= Beginning of Section =

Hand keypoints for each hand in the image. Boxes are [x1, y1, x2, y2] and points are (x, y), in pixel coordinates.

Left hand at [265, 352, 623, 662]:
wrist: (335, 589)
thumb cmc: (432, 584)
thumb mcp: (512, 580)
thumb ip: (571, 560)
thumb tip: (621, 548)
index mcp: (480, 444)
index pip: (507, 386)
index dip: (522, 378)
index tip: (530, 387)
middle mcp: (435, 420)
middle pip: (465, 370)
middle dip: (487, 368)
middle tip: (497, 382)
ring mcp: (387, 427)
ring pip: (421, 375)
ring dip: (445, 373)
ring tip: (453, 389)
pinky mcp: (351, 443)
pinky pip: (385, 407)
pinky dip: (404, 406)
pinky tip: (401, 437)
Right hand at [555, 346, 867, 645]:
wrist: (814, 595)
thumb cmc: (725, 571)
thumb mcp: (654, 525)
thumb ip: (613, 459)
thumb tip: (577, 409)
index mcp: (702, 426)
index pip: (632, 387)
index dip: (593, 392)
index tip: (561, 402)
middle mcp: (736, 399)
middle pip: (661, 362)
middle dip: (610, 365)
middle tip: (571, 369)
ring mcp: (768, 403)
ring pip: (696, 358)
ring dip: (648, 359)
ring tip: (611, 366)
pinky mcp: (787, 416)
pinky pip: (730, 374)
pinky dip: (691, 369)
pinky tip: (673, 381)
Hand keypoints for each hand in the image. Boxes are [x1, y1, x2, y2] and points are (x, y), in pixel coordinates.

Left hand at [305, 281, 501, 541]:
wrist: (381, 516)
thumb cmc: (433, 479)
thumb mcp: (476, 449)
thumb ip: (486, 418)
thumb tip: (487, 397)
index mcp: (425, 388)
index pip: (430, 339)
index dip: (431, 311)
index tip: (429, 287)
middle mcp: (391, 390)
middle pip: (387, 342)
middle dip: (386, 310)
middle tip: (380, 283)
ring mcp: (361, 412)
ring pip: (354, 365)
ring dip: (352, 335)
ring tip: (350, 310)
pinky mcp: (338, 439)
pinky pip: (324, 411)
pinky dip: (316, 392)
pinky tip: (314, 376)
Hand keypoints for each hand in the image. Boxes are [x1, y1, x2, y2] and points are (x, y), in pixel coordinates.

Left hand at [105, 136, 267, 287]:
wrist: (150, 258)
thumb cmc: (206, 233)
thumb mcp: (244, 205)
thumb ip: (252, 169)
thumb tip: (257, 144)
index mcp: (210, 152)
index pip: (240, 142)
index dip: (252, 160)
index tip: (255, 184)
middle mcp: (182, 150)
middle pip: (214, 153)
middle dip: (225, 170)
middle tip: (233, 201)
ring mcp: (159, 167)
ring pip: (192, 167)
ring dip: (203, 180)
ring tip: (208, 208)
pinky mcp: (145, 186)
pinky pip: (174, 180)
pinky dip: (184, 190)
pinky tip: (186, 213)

= End of Section =

Type out the listing again with nothing changed.

EXPECTED OUTPUT:
Hand keypoints for each hand in the image. Boxes are [x1, y1, x2, y2] and points are (x, y), in pixel coordinates.

Left hand at [265, 352, 623, 662]:
wrist: (335, 589)
thumb cmc: (432, 584)
thumb mcp: (512, 580)
thumb ip: (571, 560)
thumb tip: (621, 548)
index mcp: (480, 444)
index pip: (507, 386)
index dip: (522, 378)
index tip: (530, 387)
middle mcp: (435, 420)
middle pip: (465, 370)
middle dip: (487, 368)
middle tip: (497, 382)
ring mcp: (387, 427)
ring pip: (421, 375)
ring dip: (445, 373)
ring tip: (453, 389)
pinky mcp: (351, 443)
pinky pip: (385, 407)
pinky dip: (404, 406)
pinky tip: (401, 437)
Right hand at [555, 346, 867, 645]:
wrist: (814, 595)
thumb cmc: (725, 571)
thumb mcp: (654, 525)
thumb ip: (613, 459)
thumb tip: (577, 409)
index mcp: (702, 426)
index pip: (632, 387)
index dip: (593, 392)
index tip: (561, 402)
middle mcp: (736, 399)
middle pip: (661, 362)
middle dip: (610, 365)
middle tip: (571, 369)
ring mcp: (768, 403)
ring pip: (696, 358)
ring dip: (648, 359)
ring tip: (611, 366)
pinky mcp: (787, 416)
pinky pip: (730, 374)
pinky dip: (691, 369)
pinky tip: (673, 381)
Hand keypoints for each hand in the image. Boxes are [x1, y1, x2, y2] and points are (x, y), in pixel coordinates.

Left hand at [305, 281, 501, 541]:
wrist: (381, 516)
thumb cmc: (433, 479)
thumb mcp: (476, 449)
thumb ip: (486, 418)
thumb tip: (487, 397)
index mcp: (425, 388)
index pip: (430, 339)
index dip: (431, 311)
index tip: (429, 287)
middle mcp: (391, 390)
middle pip: (387, 342)
middle dip: (386, 310)
middle tip: (380, 283)
ring mcp: (361, 412)
ring pip: (354, 365)
ring dip: (352, 335)
ring tip: (350, 310)
pinky mcp: (338, 439)
pinky pip: (324, 411)
pinky dip: (316, 392)
pinky tip: (314, 376)
Hand keypoints for each hand in the image. Boxes are [x1, y1, x2, y2] and points are (x, y), in pixel coordinates.

Left hand at [105, 136, 267, 287]:
wrist: (150, 258)
thumb cmc: (206, 233)
thumb mcp: (244, 205)
thumb ip: (252, 169)
thumb tip: (257, 144)
index mcp: (210, 152)
index pip: (240, 142)
index dip: (252, 160)
index tip: (255, 184)
middle mcp: (182, 150)
middle pip: (214, 153)
middle dip: (225, 170)
middle tip: (233, 201)
ring mcp: (159, 167)
ring pip: (192, 167)
ring dip: (203, 180)
ring tip: (208, 208)
pinky mcp: (145, 186)
pinky pip: (174, 180)
pinky dip: (184, 190)
pinky tip: (186, 213)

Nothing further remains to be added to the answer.